> _EXCERPTED RECORDS_
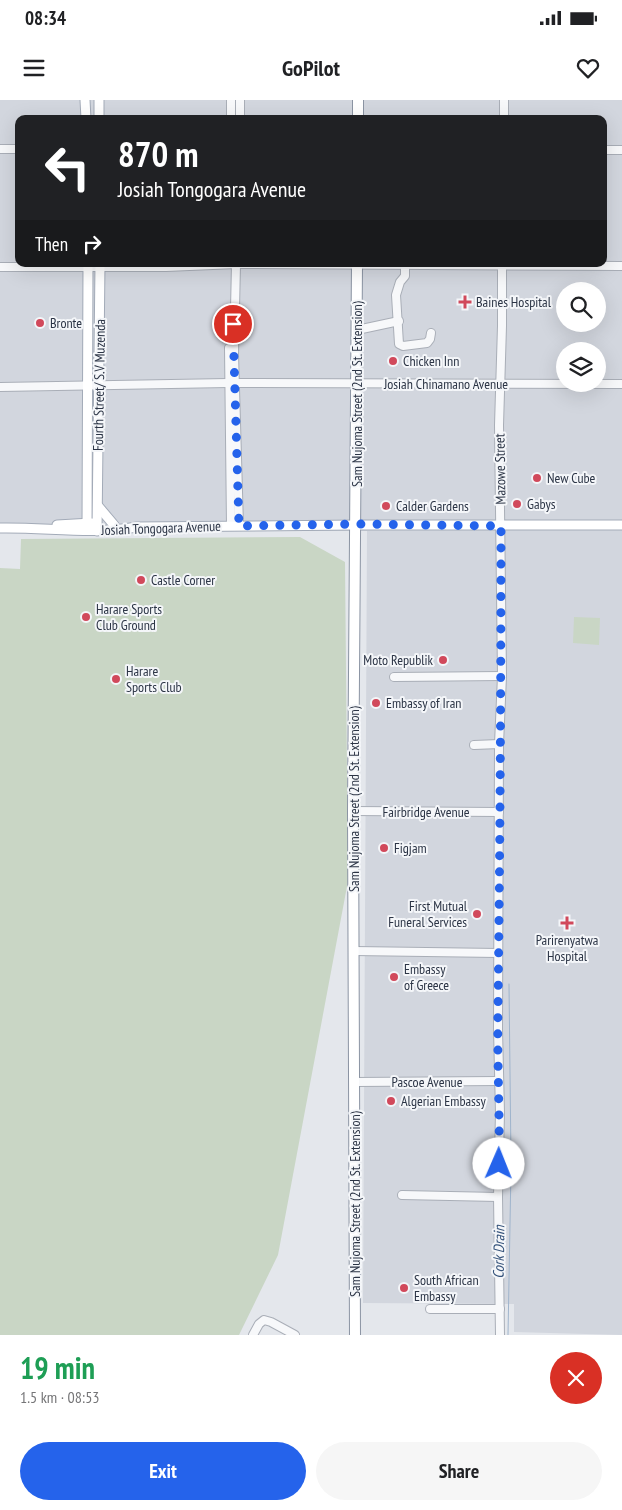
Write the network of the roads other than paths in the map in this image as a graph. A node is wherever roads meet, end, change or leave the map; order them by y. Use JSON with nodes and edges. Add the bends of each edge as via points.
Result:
{"nodes":[{"id":1,"x":85,"y":100,"type":"edge"},
{"id":2,"x":99,"y":100,"type":"edge"},
{"id":3,"x":231,"y":100,"type":"edge"},
{"id":4,"x":240,"y":100,"type":"edge"},
{"id":5,"x":358,"y":100,"type":"edge"},
{"id":6,"x":504,"y":100,"type":"edge"},
{"id":7,"x":86,"y":115,"type":"edge"},
{"id":8,"x":100,"y":115,"type":"edge"},
{"id":9,"x":231,"y":115,"type":"edge"},
{"id":10,"x":240,"y":115,"type":"edge"},
{"id":11,"x":358,"y":115,"type":"edge"},
{"id":12,"x":504,"y":115,"type":"edge"},
{"id":13,"x":0,"y":149,"type":"edge"},
{"id":14,"x":15,"y":149,"type":"edge"},
{"id":15,"x":607,"y":150,"type":"edge"},
{"id":16,"x":622,"y":150,"type":"edge"},
{"id":17,"x":607,"y":266,"type":"edge"},
{"id":18,"x":622,"y":266,"type":"edge"},
{"id":19,"x":0,"y":267,"type":"edge"},
{"id":20,"x":15,"y":267,"type":"edge"},
{"id":21,"x":88,"y":267,"type":"edge"},
{"id":22,"x":100,"y":267,"type":"edge"},
{"id":23,"x":233,"y":267,"type":"edge"},
{"id":24,"x":357,"y":267,"type":"edge"},
{"id":25,"x":405,"y":267,"type":"edge"},
{"id":26,"x":502,"y":267,"type":"edge"},
{"id":27,"x":399,"y":321,"type":"junction"},
{"id":28,"x":357,"y":330,"type":"junction"},
{"id":29,"x":431,"y":333,"type":"dead end"},
{"id":30,"x":231,"y":383,"type":"junction"},
{"id":31,"x":357,"y":384,"type":"junction"},
{"id":32,"x":501,"y":384,"type":"junction"},
{"id":33,"x":622,"y":384,"type":"edge"},
{"id":34,"x":86,"y":385,"type":"junction"},
{"id":35,"x":99,"y":386,"type":"junction"},
{"id":36,"x":0,"y":387,"type":"edge"},
{"id":37,"x":87,"y":504,"type":"junction"},
{"id":38,"x":98,"y":506,"type":"junction"},
{"id":39,"x":70,"y":524,"type":"junction"},
{"id":40,"x":356,"y":524,"type":"junction"},
{"id":41,"x":114,"y":525,"type":"junction"},
{"id":42,"x":622,"y":525,"type":"edge"},
{"id":43,"x":235,"y":526,"type":"junction"},
{"id":44,"x":501,"y":526,"type":"junction"},
{"id":45,"x":32,"y":527,"type":"junction"},
{"id":46,"x":92,"y":527,"type":"junction"},
{"id":47,"x":137,"y":527,"type":"junction"},
{"id":48,"x":0,"y":528,"type":"edge"},
{"id":49,"x":502,"y":676,"type":"junction"},
{"id":50,"x":394,"y":677,"type":"dead end"},
{"id":51,"x":499,"y":744,"type":"junction"},
{"id":52,"x":474,"y":745,"type":"dead end"},
{"id":53,"x":354,"y":811,"type":"junction"},
{"id":54,"x":499,"y":812,"type":"junction"},
{"id":55,"x":354,"y":951,"type":"junction"},
{"id":56,"x":498,"y":953,"type":"junction"},
{"id":57,"x":499,"y":1081,"type":"junction"},
{"id":58,"x":355,"y":1082,"type":"junction"},
{"id":59,"x":402,"y":1194,"type":"dead end"},
{"id":60,"x":498,"y":1197,"type":"junction"},
{"id":61,"x":430,"y":1309,"type":"dead end"},
{"id":62,"x":500,"y":1309,"type":"junction"},
{"id":63,"x":253,"y":1335,"type":"edge"},
{"id":64,"x":296,"y":1335,"type":"edge"},
{"id":65,"x":355,"y":1335,"type":"edge"},
{"id":66,"x":500,"y":1335,"type":"edge"}],
"edges":[{"from":1,"to":7,"type":"main road"},
{"from":2,"to":8,"type":"main road"},
{"from":3,"to":9,"type":"street"},
{"from":4,"to":10,"type":"street"},
{"from":5,"to":11,"type":"highway"},
{"from":6,"to":12,"type":"street"},
{"from":13,"to":14,"type":"street"},
{"from":15,"to":16,"type":"street"},
{"from":17,"to":18,"type":"street"},
{"from":19,"to":20,"type":"street"},
{"from":21,"to":34,"type":"main road"},
{"from":22,"to":35,"type":"main road","name":"Fourth Street/ S.V Muzenda"},
{"from":23,"to":30,"type":"street"},
{"from":24,"to":28,"type":"highway","name":"Sam Nujoma Street (2nd St. Extension)"},
{"from":25,"to":27,"type":"street","via":[[405,276],[396,295]]},
{"from":26,"to":32,"type":"street","name":"Mazowe Street"},
{"from":27,"to":28,"type":"street"},
{"from":27,"to":29,"type":"street","via":[[399,344],[403,346],[427,344]]},
{"from":28,"to":31,"type":"highway","name":"Sam Nujoma Street (2nd St. Extension)"},
{"from":30,"to":31,"type":"street","name":"Josiah Chinamano Avenue"},
{"from":30,"to":35,"type":"street","name":"Josiah Chinamano Avenue"},
{"from":30,"to":43,"type":"street"},
{"from":31,"to":32,"type":"street","name":"Josiah Chinamano Avenue"},
{"from":31,"to":40,"type":"highway","name":"Sam Nujoma Street (2nd St. Extension)"},
{"from":32,"to":33,"type":"street","name":"Josiah Chinamano Avenue"},
{"from":32,"to":44,"type":"street","name":"Mazowe Street"},
{"from":34,"to":35,"type":"street","name":"Josiah Chinamano Avenue"},
{"from":34,"to":36,"type":"street","name":"Josiah Chinamano Avenue"},
{"from":34,"to":37,"type":"main road"},
{"from":35,"to":38,"type":"main road","name":"Fourth Street/ S.V Muzenda"},
{"from":37,"to":39,"type":"main road"},
{"from":37,"to":46,"type":"main road"},
{"from":38,"to":41,"type":"main road"},
{"from":38,"to":46,"type":"main road","name":"Fourth Street/ S.V Muzenda"},
{"from":39,"to":45,"type":"main road"},
{"from":39,"to":46,"type":"main road"},
{"from":40,"to":43,"type":"main road","name":"Josiah Tongogara Avenue"},
{"from":40,"to":44,"type":"main road","name":"Josiah Tongogara Avenue"},
{"from":40,"to":53,"type":"highway","name":"Sam Nujoma Street (2nd St. Extension)"},
{"from":41,"to":46,"type":"main road"},
{"from":41,"to":47,"type":"main road"},
{"from":42,"to":44,"type":"main road","name":"Josiah Tongogara Avenue"},
{"from":43,"to":47,"type":"main road","name":"Josiah Tongogara Avenue"},
{"from":44,"to":49,"type":"street","name":"Mazowe Street"},
{"from":45,"to":46,"type":"main road","name":"Josiah Tongogara Avenue"},
{"from":45,"to":48,"type":"main road","name":"Josiah Tongogara Avenue"},
{"from":46,"to":47,"type":"main road","name":"Josiah Tongogara Avenue","via":[[120,530]]},
{"from":49,"to":50,"type":"street"},
{"from":49,"to":51,"type":"street","name":"Mazowe Street"},
{"from":51,"to":52,"type":"street"},
{"from":51,"to":54,"type":"street","name":"Mazowe Street"},
{"from":53,"to":54,"type":"street","name":"Fairbridge Avenue"},
{"from":53,"to":55,"type":"highway","name":"Sam Nujoma Street (2nd St. Extension)"},
{"from":54,"to":56,"type":"street","name":"Mazowe Street"},
{"from":55,"to":56,"type":"street"},
{"from":55,"to":58,"type":"highway","name":"Sam Nujoma Street (2nd St. Extension)"},
{"from":56,"to":57,"type":"street","name":"Mazowe Street"},
{"from":57,"to":58,"type":"street","name":"Pascoe Avenue"},
{"from":57,"to":60,"type":"street","name":"Mazowe Street"},
{"from":58,"to":65,"type":"highway","name":"Sam Nujoma Street (2nd St. Extension)"},
{"from":59,"to":60,"type":"street"},
{"from":60,"to":62,"type":"street","name":"Mazowe Street"},
{"from":61,"to":62,"type":"street"},
{"from":62,"to":66,"type":"street","name":"Mazowe Street"},
{"from":63,"to":64,"type":"street","via":[[261,1321],[273,1323]]}]}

> _PROBLEM STATEMENT_
Across all the entries, how many lines hold the string "dead"? Only the number is needed.

> _RESULT_
5